◆ PROBLEM REQUIREMENTS
Please set down the lines of the listing exactly, from its first line to the line with "0 575 translate 1 -1 scale", leaving the pictures out.

--- DATA PROVIDED ---

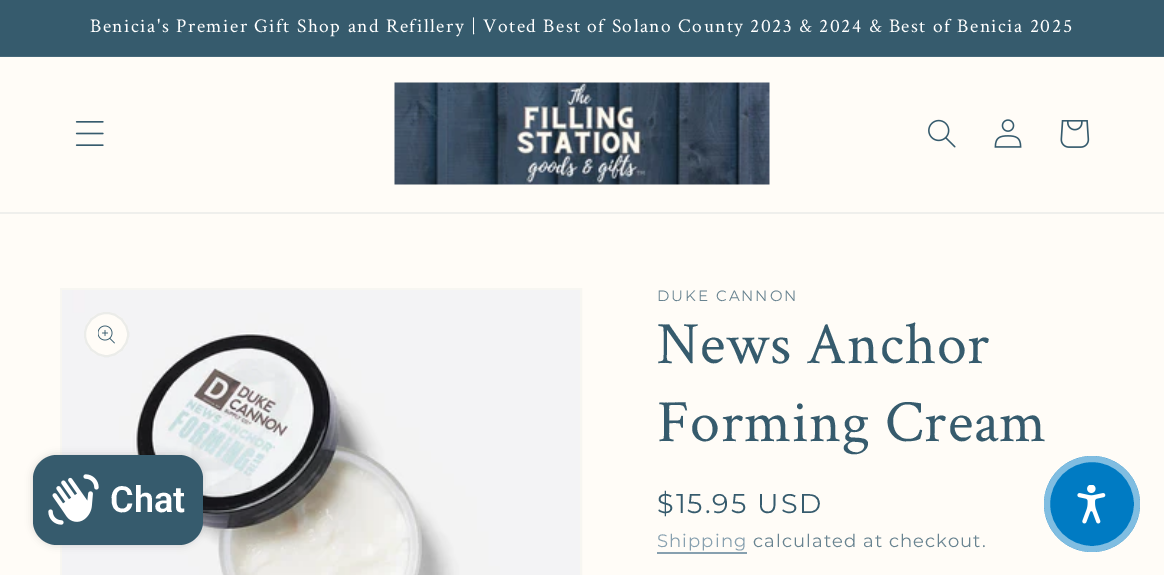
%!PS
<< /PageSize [1164 575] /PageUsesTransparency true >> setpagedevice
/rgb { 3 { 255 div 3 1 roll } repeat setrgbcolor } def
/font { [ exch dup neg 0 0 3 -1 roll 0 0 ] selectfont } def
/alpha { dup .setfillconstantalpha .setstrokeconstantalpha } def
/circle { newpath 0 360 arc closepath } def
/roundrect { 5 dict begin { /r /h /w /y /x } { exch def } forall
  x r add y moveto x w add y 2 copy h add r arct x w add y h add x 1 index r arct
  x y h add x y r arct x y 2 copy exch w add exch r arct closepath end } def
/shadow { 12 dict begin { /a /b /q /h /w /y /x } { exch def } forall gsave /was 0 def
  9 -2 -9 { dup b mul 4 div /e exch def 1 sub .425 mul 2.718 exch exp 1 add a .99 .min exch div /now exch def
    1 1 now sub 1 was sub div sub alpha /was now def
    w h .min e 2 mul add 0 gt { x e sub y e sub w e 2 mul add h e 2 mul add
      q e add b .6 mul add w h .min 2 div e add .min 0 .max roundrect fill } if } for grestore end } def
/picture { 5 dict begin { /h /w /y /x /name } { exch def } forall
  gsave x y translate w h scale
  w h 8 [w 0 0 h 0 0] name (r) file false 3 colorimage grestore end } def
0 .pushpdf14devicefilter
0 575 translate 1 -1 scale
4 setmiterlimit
255 252 247 rgb
0 0 1164 575 rectfill
[
  [0 0 1164 56 54 91 109]
  [0 56 1164 1 70 104 121]
  [0 212 1164 2 239 239 236]
] { aload pop rgb rectfill } forall
(img/1.rgb) 75 121 29 25 picture
(img/2.rgb) 394 82 376 103 picture
(img/3.rgb) 928 119 28 29 picture
(img/4.rgb) 994 119 28 29 picture
(img/5.rgb) 1060 120 30 28 picture
247 246 241 rgb
2 setlinewidth
61 289 520 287 rectstroke
(img/7.rgb) 62 290 518 285 picture
0 0 0 rgb
33 455 170 90 24 4 0.15 shadow
54 91 109 rgb
33 455 170 90 24 roundrect fill
(img/6.rgb) 48 474 51 51 picture
255 252 247 rgb
106.5 334.5 22.5 circle fill
0.1 alpha
54 91 109 rgb
106.5 334.5 21.5 circle stroke
1 alpha
(img/8.rgb) 98 325 17 19 picture
135 160 175 rgb
657 552 90 2 rectfill
0 123 195 rgb
1092 504 48 circle fill
0.5 alpha
255 255 255 rgb
6 setlinewidth
1092 504 45 circle stroke
1 alpha
(img/9.rgb) 1077 485 29 39 picture
/CrimsonText-Regular 19.5 font
90 32 moveto 1.5 0 (Benicia's Premier Gift Shop and Refillery | Voted Best of Solano County 2023 & 2024 & Best of Benicia 2025) ashow
/Roboto-SemiBold 36 font
110 512 moveto (Chat) show
/Montserrat-Thin 15 font
104 131 144 rgb
657 301 moveto 2 0 (DUKE CANNON) ashow
/CrimsonText-Regular 60 font
54 91 109 rgb
657 363 moveto 0.9 0 (News Anchor) ashow
657 441 moveto 0.9 0 (Forming Cream) ashow
/Montserrat-Thin 27 font
657 513 moveto 2 0 ($15.95 USD) ashow
/Montserrat-Thin 18 font
135 160 175 rgb
657 547 moveto 1.05 0 (Shipping) ashow
104 131 144 rgb
753 547 moveto 1.05 0 (calculated at checkout.) ashow
.poppdf14devicefilter showpage
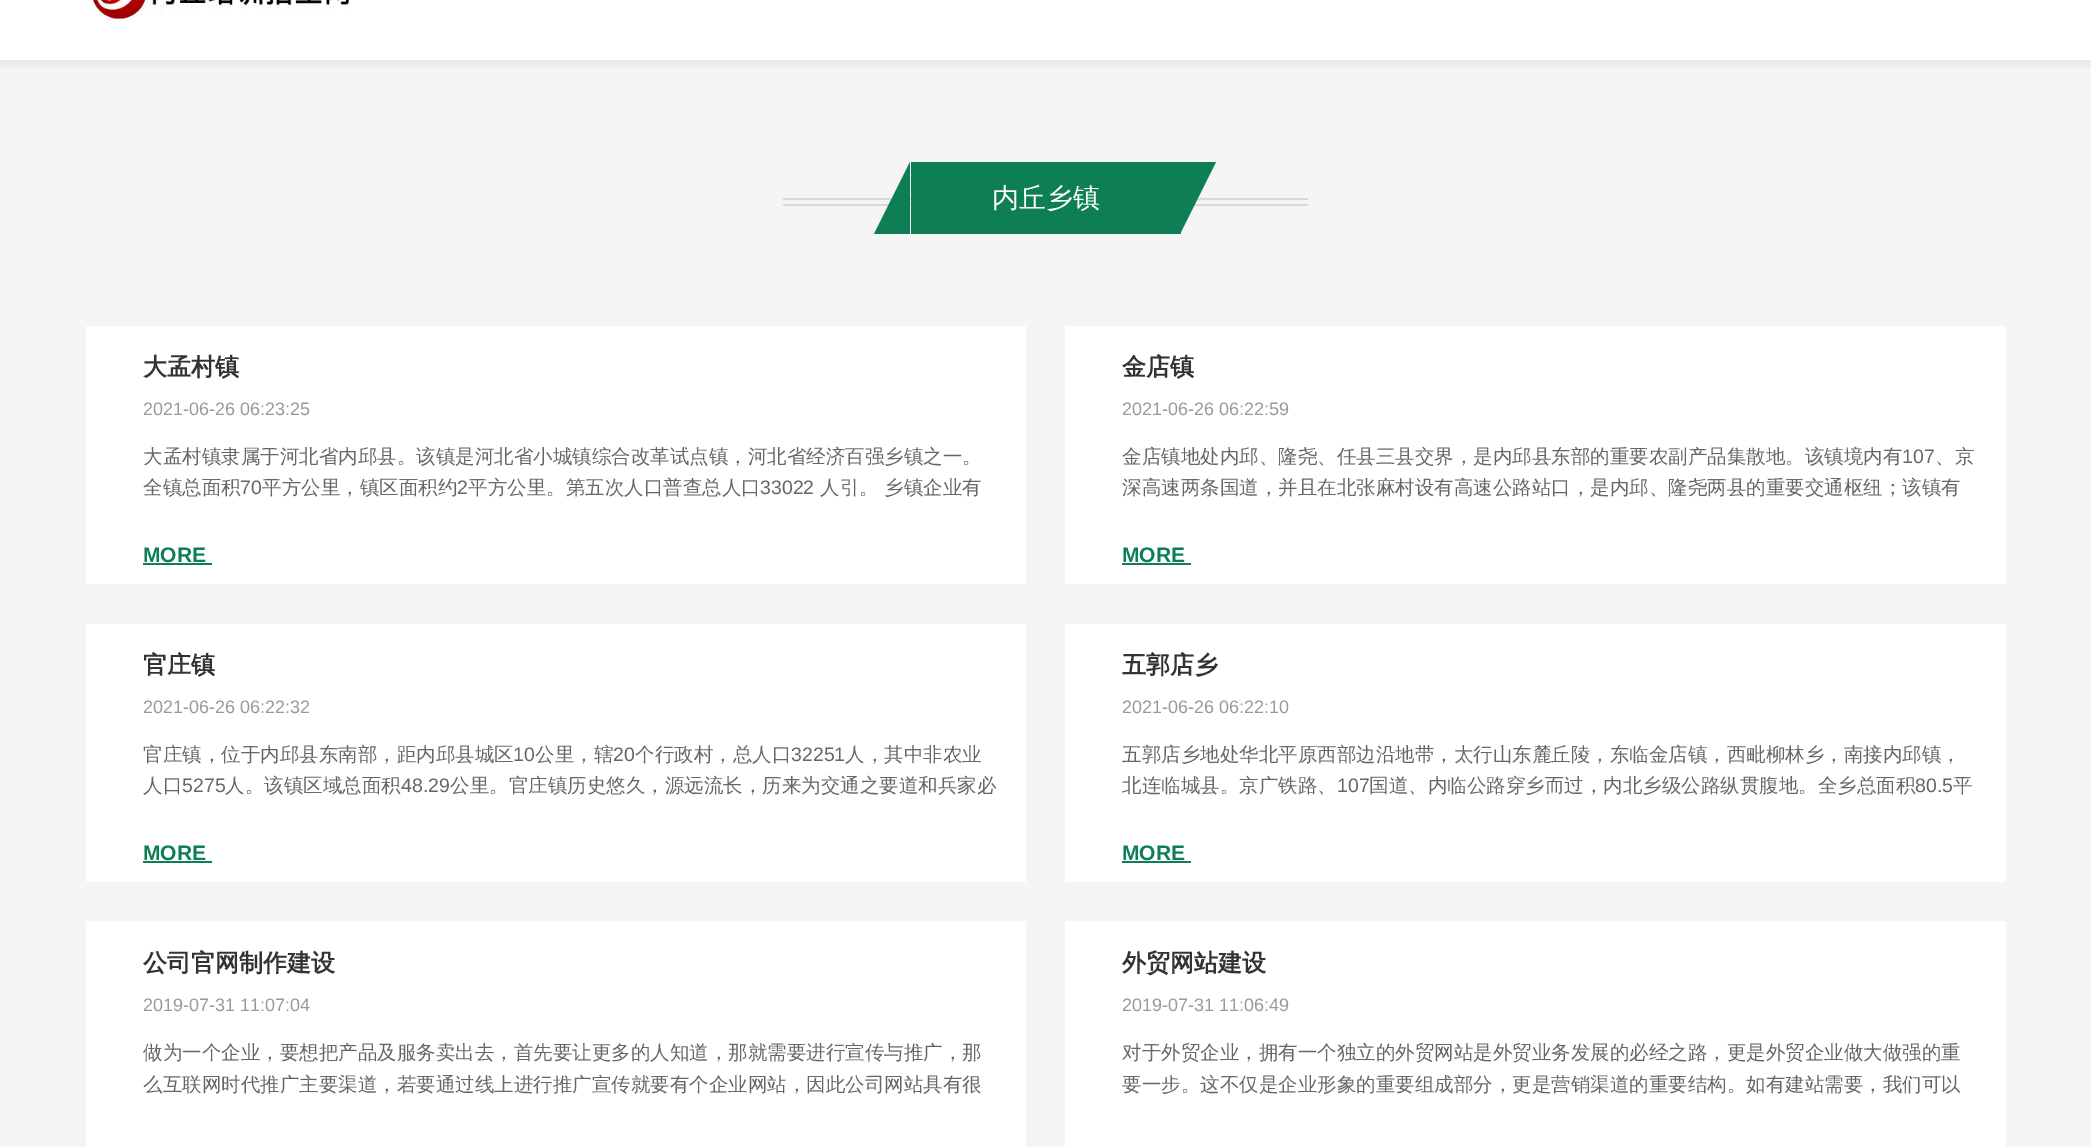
%!PS
<< /PageSize [2091 1147] /PageUsesTransparency true >> setpagedevice
/mt/moveto load def
/li/lineto load def
/cp/closepath load def
/fl/fill load def
/gs/gsave load def
/gr/grestore load def
/co { dup -16 bitshift 255 div exch dup -8 bitshift 255 and 255 div exch 255 and 255 div setrgbcolor } def
/fn { [ exch dup neg 0 0 3 -1 roll 0 0 ] selectfont } def
/tx { co fn moveto show } def
/bx { co rectfill } def
/al { dup .setfillconstantalpha .setstrokeconstantalpha } def
/rr { 5 dict begin { /r /h /w /y /x } { exch def } forall
  x r add y moveto x w add y 2 copy h add r arct x w add y h add x 1 index r arct
  x y h add x y r arct x y 2 copy exch w add exch r arct closepath end } def
/sh { 12 dict begin { /a /b /q /h /w /y /x } { exch def } forall gsave /was 0 def
  9 -2 -9 { dup b mul 4 div /e exch def 1 sub .425 mul 2.718 exch exp 1 add a .99 .min exch div /now exch def
    1 1 now sub 1 was sub div sub al /was now def
    w h .min e 2 mul add 0 gt { x e sub y e sub w e 2 mul add h e 2 mul add
      q e add b .6 mul add w h .min 2 div e add .min 0 .max rr fill } if } for grestore end } def
/im { 5 dict begin { /h /w /y /x /name } { exch def } forall
  gsave x y translate w h scale
  w h 8 [w 0 0 h 0 0] name (r) file false 3 colorimage grestore end } def
0 .pushpdf14devicefilter
0 1147 translate 1 -1 scale
4 setmiterlimit
0 0 2091 1147 16#FFFFFF bx
0 60 2091 1087 16#F5F5F5 bx
gs
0 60 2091 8 rectclip
16#000000 co
0 -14 2091 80 0 4.5 .06 sh
gr
(media/1.raw) 92 0 258 23 im
783 198 525 2 16#D7D9DB bx
783 204 525 2 16#D7D9DB bx
911 162 270 72 16#0E7F54 bx
910 234 mt 874 234 li 910 162 li cp fl
1180 162 mt 1216 162 li 1180 234 li cp fl
86 326 940 258 16#FFFFFF bx
143 563 69 2 16#0E7F54 bx
1065 326 941 258 16#FFFFFF bx
1122 563 69 2 16#0E7F54 bx
86 624 940 258 16#FFFFFF bx
143 861 69 2 16#0E7F54 bx
1065 624 941 258 16#FFFFFF bx
1122 861 69 2 16#0E7F54 bx
86 921 940 226 16#FFFFFF bx
1065 921 941 226 16#FFFFFF bx
(内丘乡镇) 992 207 /WenQuanYiZenHei-Medium 27 16#FFFFFF tx
(大孟村镇) 143 375 /WenQuanYiZenHei-Bold 24 16#333333 tx
(2021-06-26 06:23:25) 143 415 /LiberationSans-Regular 18 16#999999 tx
(大孟村镇隶属于河北省内邱县。该镇是河北省小城镇综合改革试点镇，河北省经济百强乡镇之一。) 143 463 /WenQuanYiZenHei-Medium 19.5 16#666666 tx
(全镇总面积) 143 494 /WenQuanYiZenHei-Medium 19.5 16#666666 tx
(70) 240 494 /LiberationSans-Regular 19.5 16#666666 tx
(平方公里，镇区面积约) 262 494 /WenQuanYiZenHei-Medium 19.5 16#666666 tx
(2) 457 494 /LiberationSans-Regular 19.5 16#666666 tx
(平方公里。第五次人口普查总人口) 468 494 /WenQuanYiZenHei-Medium 19.5 16#666666 tx
(33022) 760 494 /LiberationSans-Regular 19.5 16#666666 tx
(人引。 乡镇企业有) 820 494 /WenQuanYiZenHei-Medium 19.5 16#666666 tx
(MORE) 143 562 /LiberationSans-Bold 21 16#0E7F54 tx
(金店镇) 1122 375 /WenQuanYiZenHei-Bold 24 16#333333 tx
(2021-06-26 06:22:59) 1122 415 /LiberationSans-Regular 18 16#999999 tx
(金店镇地处内邱、隆尧、任县三县交界，是内邱县东部的重要农副产品集散地。该镇境内有) 1122 463 /WenQuanYiZenHei-Medium 19.5 16#666666 tx
(107) 1902 463 /LiberationSans-Regular 19.5 16#666666 tx
(、京) 1935 463 /WenQuanYiZenHei-Medium 19.5 16#666666 tx
(深高速两条国道，并且在北张麻村设有高速公路站口，是内邱、隆尧两县的重要交通枢纽；该镇有) 1122 494 /WenQuanYiZenHei-Medium 19.5 16#666666 tx
(MORE) 1122 562 /LiberationSans-Bold 21 16#0E7F54 tx
(官庄镇) 143 673 /WenQuanYiZenHei-Bold 24 16#333333 tx
(2021-06-26 06:22:32) 143 713 /LiberationSans-Regular 18 16#999999 tx
(官庄镇，位于内邱县东南部，距内邱县城区) 143 761 /WenQuanYiZenHei-Medium 19.5 16#666666 tx
(10) 513 761 /LiberationSans-Regular 19.5 16#666666 tx
(公里，辖) 535 761 /WenQuanYiZenHei-Medium 19.5 16#666666 tx
(20) 613 761 /LiberationSans-Regular 19.5 16#666666 tx
(个行政村，总人口) 635 761 /WenQuanYiZenHei-Medium 19.5 16#666666 tx
(32251) 791 761 /LiberationSans-Regular 19.5 16#666666 tx
(人，其中非农业) 845 761 /WenQuanYiZenHei-Medium 19.5 16#666666 tx
(人口) 143 792 /WenQuanYiZenHei-Medium 19.5 16#666666 tx
(5275) 182 792 /LiberationSans-Regular 19.5 16#666666 tx
(人。该镇区域总面积) 225 792 /WenQuanYiZenHei-Medium 19.5 16#666666 tx
(48.29) 401 792 /LiberationSans-Regular 19.5 16#666666 tx
(公里。官庄镇历史悠久，源远流长，历来为交通之要道和兵家必) 450 792 /WenQuanYiZenHei-Medium 19.5 16#666666 tx
(MORE) 143 860 /LiberationSans-Bold 21 16#0E7F54 tx
(五郭店乡) 1122 673 /WenQuanYiZenHei-Bold 24 16#333333 tx
(2021-06-26 06:22:10) 1122 713 /LiberationSans-Regular 18 16#999999 tx
(五郭店乡地处华北平原西部边沿地带，太行山东麓丘陵，东临金店镇，西毗柳林乡，南接内邱镇，) 1122 761 /WenQuanYiZenHei-Medium 19.5 16#666666 tx
(北连临城县。京广铁路、) 1122 792 /WenQuanYiZenHei-Medium 19.5 16#666666 tx
(107) 1337 792 /LiberationSans-Regular 19.5 16#666666 tx
(国道、内临公路穿乡而过，内北乡级公路纵贯腹地。全乡总面积) 1369 792 /WenQuanYiZenHei-Medium 19.5 16#666666 tx
(80.5) 1915 792 /LiberationSans-Regular 19.5 16#666666 tx
(平) 1953 792 /WenQuanYiZenHei-Medium 19.5 16#666666 tx
(MORE) 1122 860 /LiberationSans-Bold 21 16#0E7F54 tx
(公司官网制作建设) 143 971 /WenQuanYiZenHei-Bold 24 16#333333 tx
(2019-07-31 11:07:04) 143 1011 /LiberationSans-Regular 18 16#999999 tx
(做为一个企业，要想把产品及服务卖出去，首先要让更多的人知道，那就需要进行宣传与推广，那) 143 1059 /WenQuanYiZenHei-Medium 19.5 16#666666 tx
(么互联网时代推广主要渠道，若要通过线上进行推广宣传就要有个企业网站，因此公司网站具有很) 143 1091 /WenQuanYiZenHei-Medium 19.5 16#666666 tx
(外贸网站建设) 1122 971 /WenQuanYiZenHei-Bold 24 16#333333 tx
(2019-07-31 11:06:49) 1122 1011 /LiberationSans-Regular 18 16#999999 tx
(对于外贸企业，拥有一个独立的外贸网站是外贸业务发展的必经之路，更是外贸企业做大做强的重) 1122 1059 /WenQuanYiZenHei-Medium 19.5 16#666666 tx
(要一步。这不仅是企业形象的重要组成部分，更是营销渠道的重要结构。如有建站需要，我们可以) 1122 1091 /WenQuanYiZenHei-Medium 19.5 16#666666 tx
.poppdf14devicefilter showpage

---

◆ EXERCISE SOLUTION
%!PS
<< /PageSize [1164 575] /PageUsesTransparency true >> setpagedevice
/rgb { 3 { 255 div 3 1 roll } repeat setrgbcolor } def
/font { [ exch dup neg 0 0 3 -1 roll 0 0 ] selectfont } def
/alpha { dup .setfillconstantalpha .setstrokeconstantalpha } def
/circle { newpath 0 360 arc closepath } def
/roundrect { 5 dict begin { /r /h /w /y /x } { exch def } forall
  x r add y moveto x w add y 2 copy h add r arct x w add y h add x 1 index r arct
  x y h add x y r arct x y 2 copy exch w add exch r arct closepath end } def
/shadow { 12 dict begin { /a /b /q /h /w /y /x } { exch def } forall gsave /was 0 def
  9 -2 -9 { dup b mul 4 div /e exch def 1 sub .425 mul 2.718 exch exp 1 add a .99 .min exch div /now exch def
    1 1 now sub 1 was sub div sub alpha /was now def
    w h .min e 2 mul add 0 gt { x e sub y e sub w e 2 mul add h e 2 mul add
      q e add b .6 mul add w h .min 2 div e add .min 0 .max roundrect fill } if } for grestore end } def
/picture { 5 dict begin { /h /w /y /x /name } { exch def } forall
  gsave x y translate w h scale
  w h 8 [w 0 0 h 0 0] name (r) file false 3 colorimage grestore end } def
0 .pushpdf14devicefilter
0 575 translate 1 -1 scale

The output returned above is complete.